::: Listed records

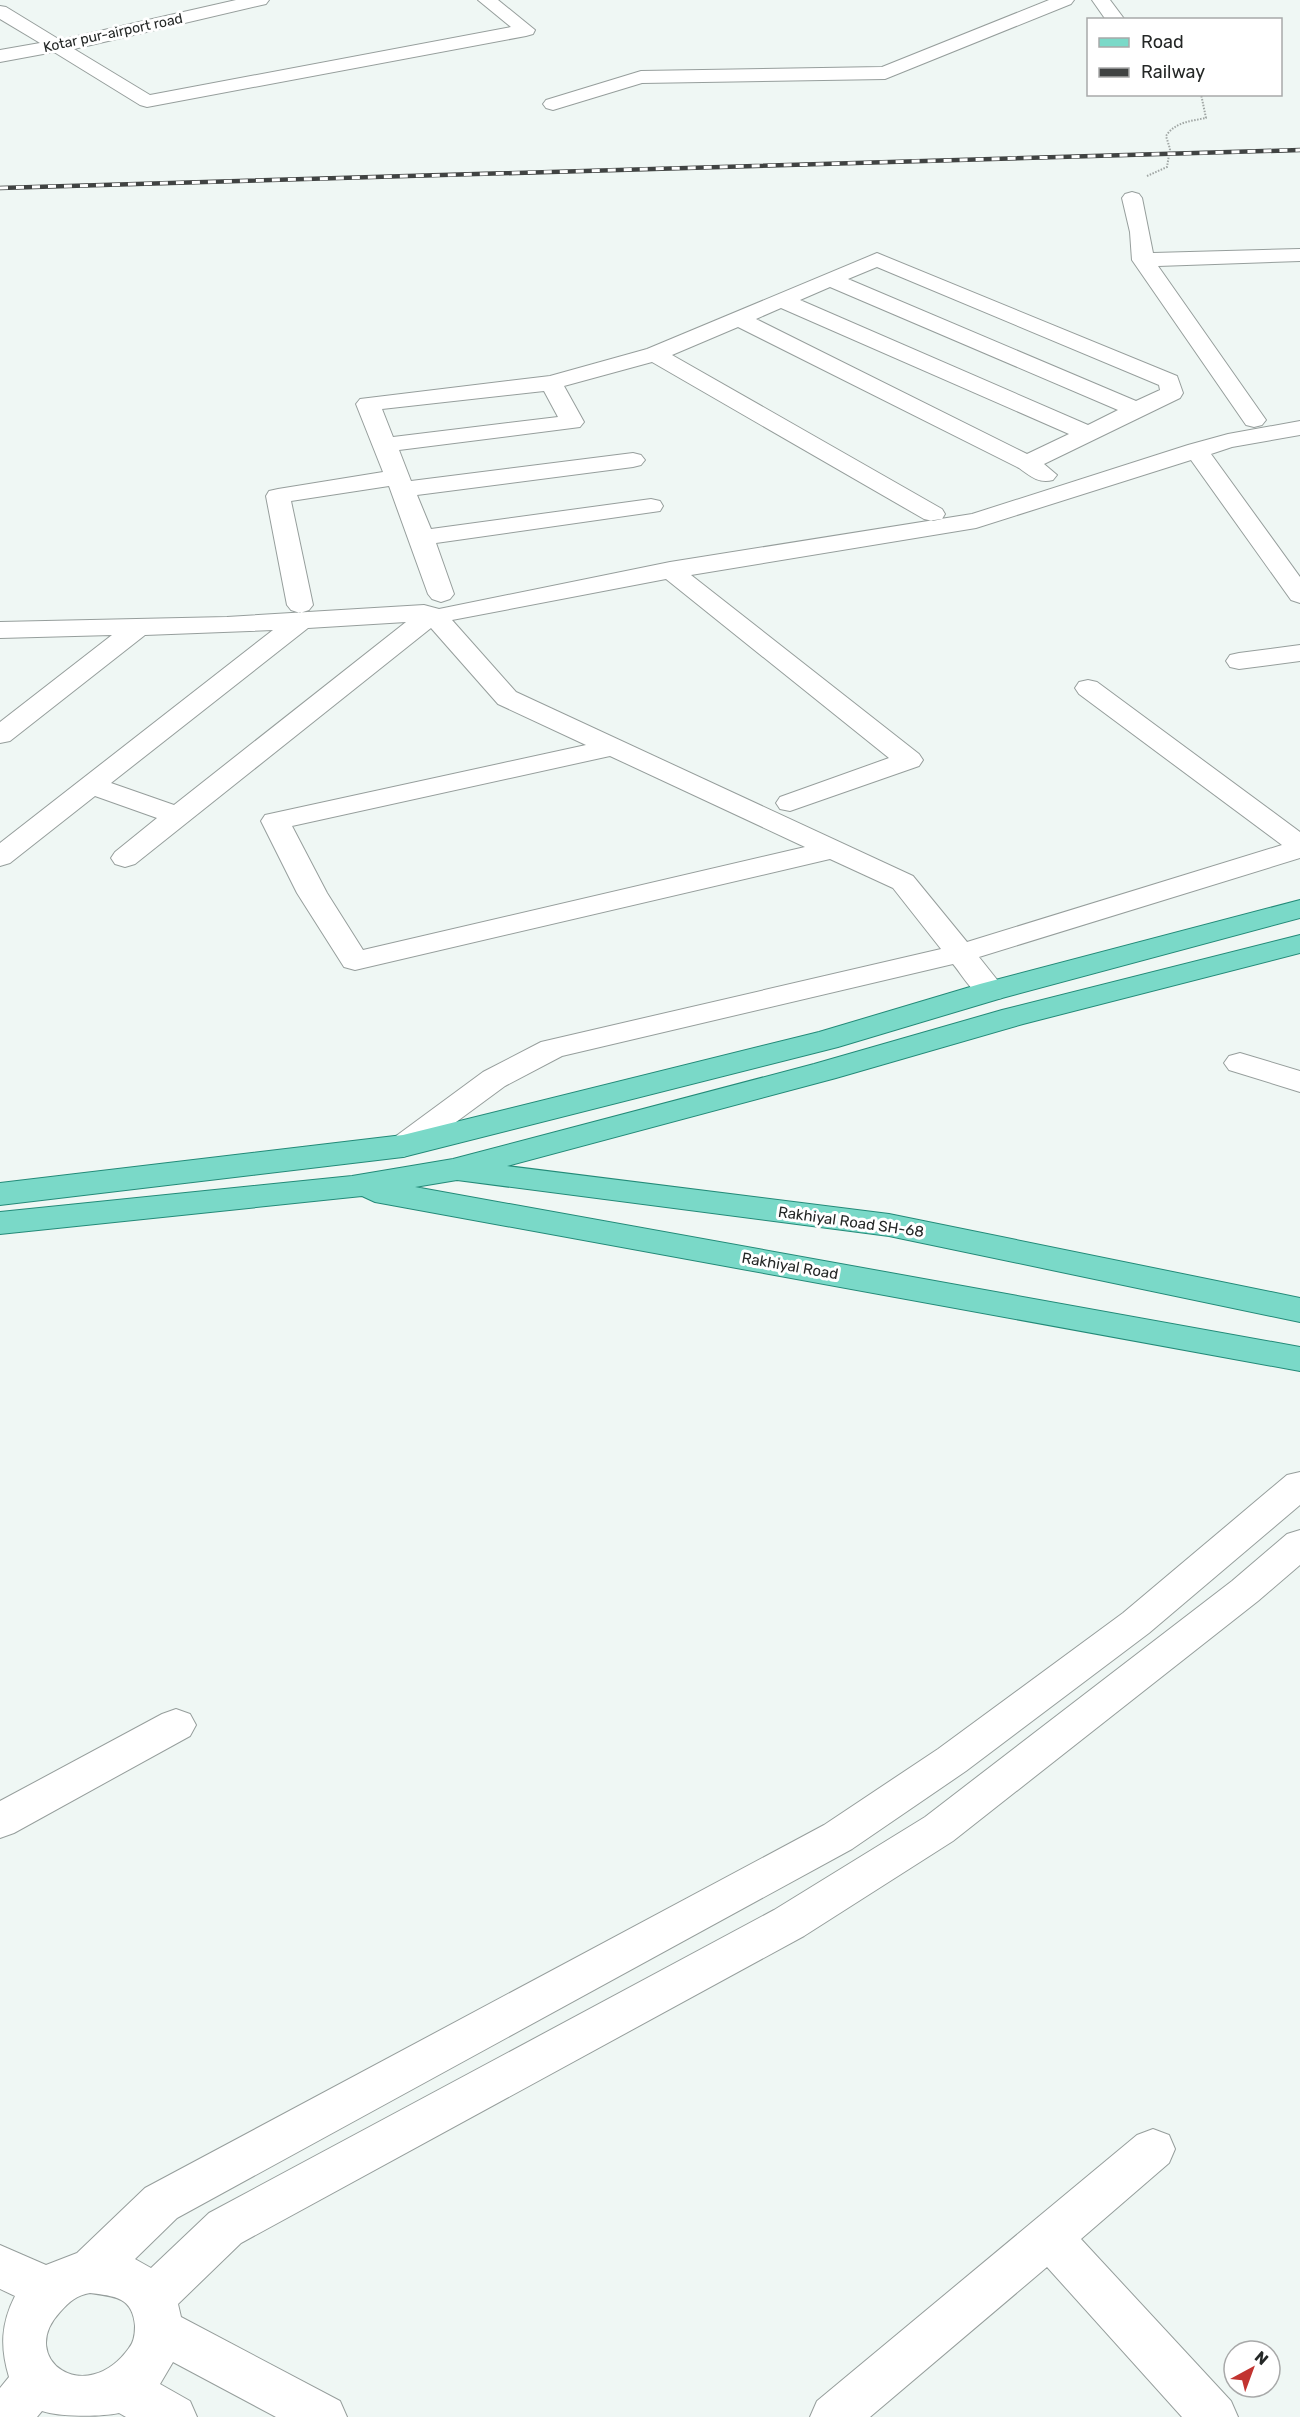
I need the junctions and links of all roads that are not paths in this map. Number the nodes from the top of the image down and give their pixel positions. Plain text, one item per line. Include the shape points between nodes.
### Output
1 (179, 0) edge
2 (260, 0) edge
3 (487, 0) edge
4 (1065, 0) edge
5 (1101, 0) edge
6 (0, 11) edge
7 (202, 14) junction
8 (1114, 18) edge
9 (58, 46) junction
10 (0, 56) edge
11 (553, 104) dead end
12 (1132, 198) road end
13 (1300, 255) edge
14 (1143, 260) junction
15 (829, 279) junction
16 (781, 300) junction
17 (740, 319) junction
18 (655, 354) junction
19 (551, 383) junction
20 (1137, 410) junction
21 (1300, 413) edge
22 (1254, 420) junction
23 (1300, 428) edge
24 (1088, 433) junction
25 (386, 445) junction
26 (1196, 450) junction
27 (633, 460) dead end
28 (1027, 463) junction
29 (1054, 481) junction
30 (401, 483) junction
31 (651, 506) dead end
32 (933, 514) junction
33 (422, 538) junction
34 (670, 570) junction
35 (1300, 594) edge
36 (436, 605) junction
37 (299, 614) junction
38 (0, 615) edge
39 (139, 627) junction
40 (0, 630) edge
41 (1300, 653) edge
42 (1239, 662) dead end
43 (1088, 688) dead end
44 (0, 735) edge
45 (614, 747) junction
46 (91, 785) junction
47 (790, 803) dead end
48 (177, 816) junction
49 (1300, 847) edge
50 (834, 849) junction
51 (0, 856) edge
52 (125, 858) dead end
53 (1300, 909) edge
54 (1300, 944) edge
55 (961, 953) junction
56 (991, 991) junction
57 (1240, 1063) dead end
58 (1300, 1082) edge
59 (403, 1146) junction
60 (283, 1160) junction
61 (453, 1170) junction
62 (352, 1187) junction
63 (0, 1194) edge
64 (0, 1223) edge
65 (1300, 1310) edge
66 (1300, 1359) edge
67 (1300, 1485) edge
68 (1300, 1544) edge
69 (176, 1725) dead end
70 (0, 1821) edge
71 (1153, 2149) dead end
72 (1049, 2236) junction
73 (0, 2267) edge
74 (70, 2280) junction
75 (156, 2314) junction
76 (20, 2349) edge
77 (98, 2401) edge
78 (7, 2417) edge
79 (173, 2417) edge
80 (323, 2417) edge
81 (834, 2417) edge
82 (1214, 2417) edge

1 - 7 street
2 - 7 street, Kotar pur-airport road
3 - 9 street via 526,30 147,101
4 - 11 street via 885,73 641,77
5 - 8 street
6 - 9 street
7 - 9 street, Kotar pur-airport road
9 - 10 street, Kotar pur-airport road
12 - 14 street
13 - 14 street
14 - 22 street
15 - 16 street
15 - 20 street
15 - 20 street via 876,259 1169,381 1172,393
16 - 17 street
16 - 24 street
17 - 18 street
17 - 28 street
18 - 19 street
18 - 32 street
19 - 25 street via 368,405
19 - 25 street via 572,422
20 - 24 street
21 - 22 street
22 - 29 street via 1186,436
23 - 26 street via 1245,436
24 - 28 street
25 - 30 street
26 - 34 street via 976,521
26 - 35 street
27 - 30 street
28 - 29 street
29 - 32 street
30 - 33 street
30 - 37 street via 278,496
31 - 33 street
32 - 36 street via 744,543
33 - 36 street
34 - 36 street
34 - 47 street via 909,759
36 - 37 street
36 - 45 street via 507,698
36 - 48 street
37 - 38 street
37 - 39 street
37 - 46 street
39 - 40 street
39 - 44 street
41 - 42 street
43 - 49 street
45 - 50 street
45 - 50 street via 275,821 312,893 355,962
46 - 48 street
46 - 51 street
48 - 52 street
49 - 55 street
50 - 55 street via 903,882
53 - 56 main road
54 - 61 main road via 1013,1017
55 - 56 street
55 - 59 street via 552,1049 494,1079
56 - 59 main road via 827,1040
57 - 58 street
59 - 60 main road
59 - 61 main road, Rakhiyal Road SH-68
60 - 62 main road, Rakhiyal Road
60 - 63 main road
61 - 62 main road
61 - 65 main road, Rakhiyal Road SH-68 via 890,1225
62 - 64 main road
62 - 66 main road, Rakhiyal Road
67 - 74 street via 1136,1623 952,1760 838,1837 161,2203
68 - 75 street via 1148,1668 939,1829 789,1923 225,2228
69 - 70 street
71 - 72 street
72 - 81 street
72 - 82 street
73 - 74 street
74 - 75 street via 109,2271 126,2275 142,2285
74 - 76 street via 31,2311
75 - 77 street via 157,2344 144,2369
75 - 80 street
76 - 77 street via 43,2386 60,2396
76 - 78 street
77 - 79 street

::::::

From the entries above, tally the lines that contain the string "main". Report the total and nothing more.

11